Privacy-Preserving Record Linkage
Record linkage is the process of identifying and matching records that refer to the same entities (often people) across several databases. Generally, no unique entity identifiers (keys) are available and thereforethe linkage has to be based on available common attributes (such as names, addresses, dates of birth, etc.). Besides scalability to large databases (potential need to compare all pairs of records) and linkage quality (due to variations and errors attribute values, as well as changing and missing values), privacy is a major challenge in record linkage because often sensitive personal details are required for the linkage. The objective of privacy-preserving record linkage (PPRL) is to perform record linkage across organisations using masked (encoded) values such that besides certain attributes of the matched records no information about the sensitive source data can be learned by any party involved in the linking, or by a an external party. In this talk we will illustrate the significance of PPRL through several real-world scenarios, and introduce the concepts, techniques, algorithms, and research directions of PPRL, with a focus on methods and techniques that allow privacy-preserving linking of large databases in Big Data environments.
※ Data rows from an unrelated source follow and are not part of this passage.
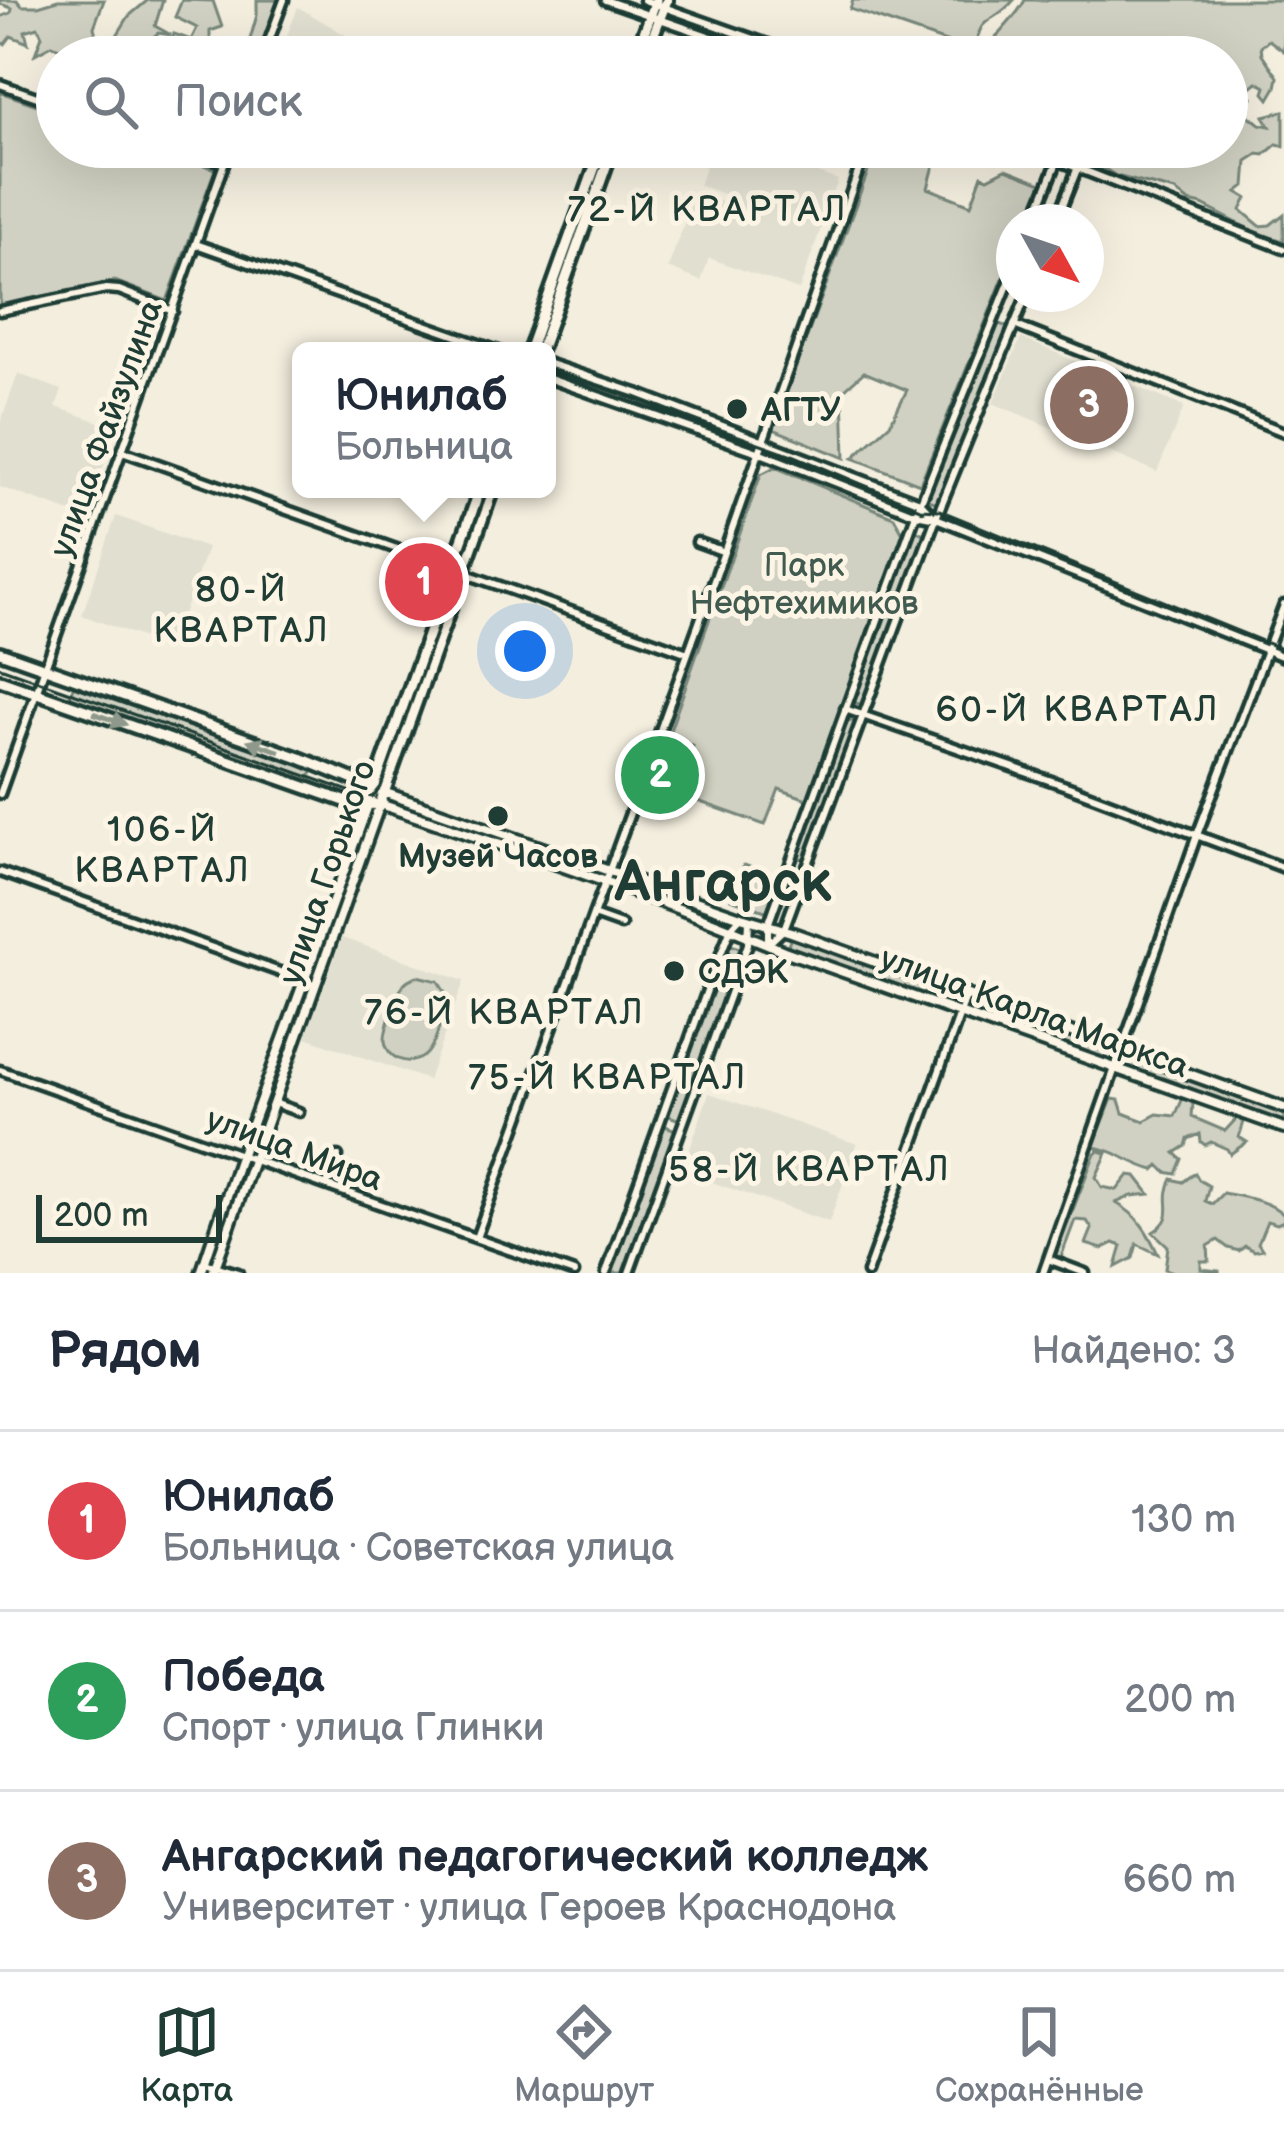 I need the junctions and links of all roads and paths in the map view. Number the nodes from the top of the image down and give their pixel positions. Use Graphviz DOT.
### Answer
graph roads {
  1 [pos="284,0"];
  2 [pos="605,0"];
  3 [pos="656,7"];
  4 [pos="271,36"];
  5 [pos="644,36"];
  6 [pos="722,36"];
  7 [pos="742,36"];
  8 [pos="0,84"];
  9 [pos="36,97"];
  10 [pos="222,168"];
  11 [pos="595,168"];
  12 [pos="605,168"];
  13 [pos="860,168"];
  14 [pos="1055,168"];
  15 [pos="1078,168"];
  16 [pos="1081,168"];
  17 [pos="1040,204"];
  18 [pos="1063,204"];
  19 [pos="196,244"];
  20 [pos="1284,249"];
  21 [pos="172,310"];
  22 [pos="0,311"];
  23 [pos="997,312"];
  24 [pos="1019,312"];
  25 [pos="1014,325"];
  26 [pos="474,342"];
  27 [pos="533,342"];
  28 [pos="543,342"];
  29 [pos="556,366"];
  30 [pos="556,381"];
  31 [pos="1284,432"];
  32 [pos="763,440"];
  33 [pos="122,451"];
  34 [pos="758,452"];
  35 [pos="477,498"];
  36 [pos="489,498"];
  37 [pos="920,502"];
  38 [pos="916,514"];
  39 [pos="936,518"];
  40 [pos="698,542"];
  41 [pos="724,551"];
  42 [pos="457,571"];
  43 [pos="1284,605"];
  44 [pos="1266,649"];
  45 [pos="0,652"];
  46 [pos="688,653"];
  47 [pos="1284,657"];
  48 [pos="45,668"];
  49 [pos="0,680"];
  50 [pos="36,693"];
  51 [pos="845,709"];
  52 [pos="862,716"];
  53 [pos="0,794"];
  54 [pos="376,797"];
  55 [pos="1197,835"];
  56 [pos="1284,868"];
  57 [pos="608,871"];
  58 [pos="0,872"];
  59 [pos="604,882"];
  60 [pos="593,916"];
  61 [pos="745,918"];
  62 [pos="621,925"];
  63 [pos="768,925"];
  64 [pos="731,928"];
  65 [pos="784,929"];
  66 [pos="750,936"];
  67 [pos="768,944"];
  68 [pos="311,983"];
  69 [pos="967,994"];
  70 [pos="960,1012"];
  71 [pos="1122,1050"];
  72 [pos="1116,1069"];
  73 [pos="0,1070"];
  74 [pos="272,1102"];
  75 [pos="1284,1108"];
  76 [pos="299,1112"];
  77 [pos="661,1118"];
  78 [pos="682,1126"];
  79 [pos="1284,1128"];
  80 [pos="241,1154"];
  81 [pos="338,1156"];
  82 [pos="252,1158"];
  83 [pos="327,1185"];
  84 [pos="476,1238"];
  85 [pos="1048,1259"];
  86 [pos="203,1268"];
  87 [pos="214,1269"];
  88 [pos="238,1273"];
  89 [pos="574,1273"];
  90 [pos="606,1273"];
  91 [pos="629,1273"];
  92 [pos="868,1273"];
  93 [pos="1043,1273"];
  94 [pos="1084,1273"];
  1 -- 4 [label="street"];
  2 -- 3 [label="street"];
  3 -- 5 [label="main road"];
  3 -- 6 [label="street"];
  3 -- 7 [label="street"];
  8 -- 9 [label="street"];
  10 -- 19 [label="street, улица Файзулина"];
  11 -- 27 [label="main road"];
  12 -- 28 [label="main road"];
  13 -- 32 [label="street"];
  14 -- 17 [label="street"];
  15 -- 18 [label="street"];
  16 -- 20 [label="street"];
  19 -- 21 [label="street, улица Файзулина"];
  19 -- 26 [label="street"];
  21 -- 22 [label="street"];
  21 -- 33 [label="street, улица Файзулина"];
  23 -- 37 [label="street"];
  24 -- 25 [label="street"];
  25 -- 31 [label="street"];
  25 -- 39 [label="street"];
  29 -- 32 [label="street"];
  30 -- 34 [label="street"];
  32 -- 34 [label="street"];
  32 -- 37 [label="street"];
  33 -- 42 [label="street"];
  33 -- 48 [label="street, улица Файзулина"];
  34 -- 38 [label="street"];
  34 -- 41 [label="street"];
  35 -- 42 [label="main road, улица Горького"];
  36 -- 42 [label="main road, улица Горького"];
  37 -- 38 [label="street"];
  37 -- 39 [label="street"];
  38 -- 39 [label="street"];
  38 -- 51 [label="street"];
  39 -- 44 [label="street"];
  39 -- 52 [label="street"];
  40 -- 41 [label="street"];
  41 -- 46 [label="street"];
  42 -- 46 [label="street"];
  42 -- 54 [label="main road, улица Горького"];
  43 -- 44 [label="street"];
  44 -- 47 [label="street"];
  44 -- 55 [label="street"];
  45 -- 48 [label="main road, улица Карла Маркса"];
  46 -- 57 [label="street"];
  48 -- 50 [label="street, улица Файзулина"];
  54 -- 48 [label="main road, улица Карла Маркса, one-way"];
  49 -- 50 [label="main road, улица Карла Маркса"];
  50 -- 53 [label="street, улица Файзулина"];
  50 -- 54 [label="main road, улица Карла Маркса, one-way"];
  51 -- 52 [label="street"];
  51 -- 63 [label="street"];
  52 -- 55 [label="street"];
  52 -- 65 [label="street"];
  54 -- 57 [label="street, улица Карла Маркса"];
  54 -- 59 [label="street, улица Карла Маркса"];
  54 -- 68 [label="street, улица Горького"];
  55 -- 56 [label="street"];
  55 -- 71 [label="street"];
  57 -- 59 [label="street"];
  57 -- 61 [label="street, улица Карла Маркса"];
  58 -- 68 [label="street"];
  59 -- 60 [label="street"];
  59 -- 64 [label="street, улица Карла Маркса"];
  60 -- 62 [label="street"];
  60 -- 84 [label="street"];
  61 -- 63 [label="street, улица Карла Маркса"];
  61 -- 64 [label="street"];
  61 -- 66 [label="street"];
  63 -- 65 [label="street, улица Карла Маркса"];
  63 -- 67 [label="street"];
  64 -- 66 [label="street, улица Карла Маркса"];
  64 -- 77 [label="street"];
  65 -- 67 [label="street"];
  65 -- 69 [label="street, улица Карла Маркса"];
  66 -- 67 [label="street, улица Карла Маркса"];
  66 -- 78 [label="street"];
  67 -- 70 [label="street, улица Карла Маркса"];
  68 -- 74 [label="street, улица Горького"];
  68 -- 80 [label="street, улица Горького"];
  69 -- 70 [label="street"];
  69 -- 71 [label="street, улица Карла Маркса"];
  70 -- 72 [label="street, улица Карла Маркса"];
  70 -- 92 [label="street"];
  71 -- 72 [label="street"];
  71 -- 75 [label="street, улица Карла Маркса"];
  72 -- 79 [label="street, улица Карла Маркса"];
  72 -- 85 [label="street"];
  73 -- 80 [label="street, улица Мира"];
  74 -- 76 [label="street"];
  74 -- 82 [label="street, улица Горького"];
  77 -- 78 [label="street"];
  77 -- 90 [label="street"];
  78 -- 91 [label="street"];
  80 -- 82 [label="street, улица Мира"];
  80 -- 86 [label="street, улица Горького"];
  81 -- 83 [label="street"];
  82 -- 83 [label="street, улица Мира"];
  82 -- 87 [label="street, улица Горького"];
  83 -- 84 [label="street, улица Мира"];
  84 -- 89 [label="street, улица Мира"];
  85 -- 93 [label="street"];
  85 -- 94 [label="street"];
  86 -- 87 [label="street"];
  87 -- 88 [label="street"];
}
Peter Christen is a Professor at the Research School of Computer Science at the Australian National University. He received his Diploma in Computer Science Engineering from ETH Zurich in 1995 and his PhD in Computer Science from the University of Basel in 1999. His research interests are in data mining and data matching (record linkage). He has published over 140 articles in these areas, including in 2012 the book `Data Matching’ published by Springer. In 2015 he was co-editor of the book `Population Reconstruction’ also published by Springer. He is the principle developer of the Febrl (Freely Extensible Biomedical Record Linkage) open source data cleaning, de-duplication and record linkage system. Since 2006 Peter has been on the steering committee of the Australasian Data Mining (AusDM) conference series, which he organised in 2013. He is a regular reviewer for top tier data mining journal and conferences.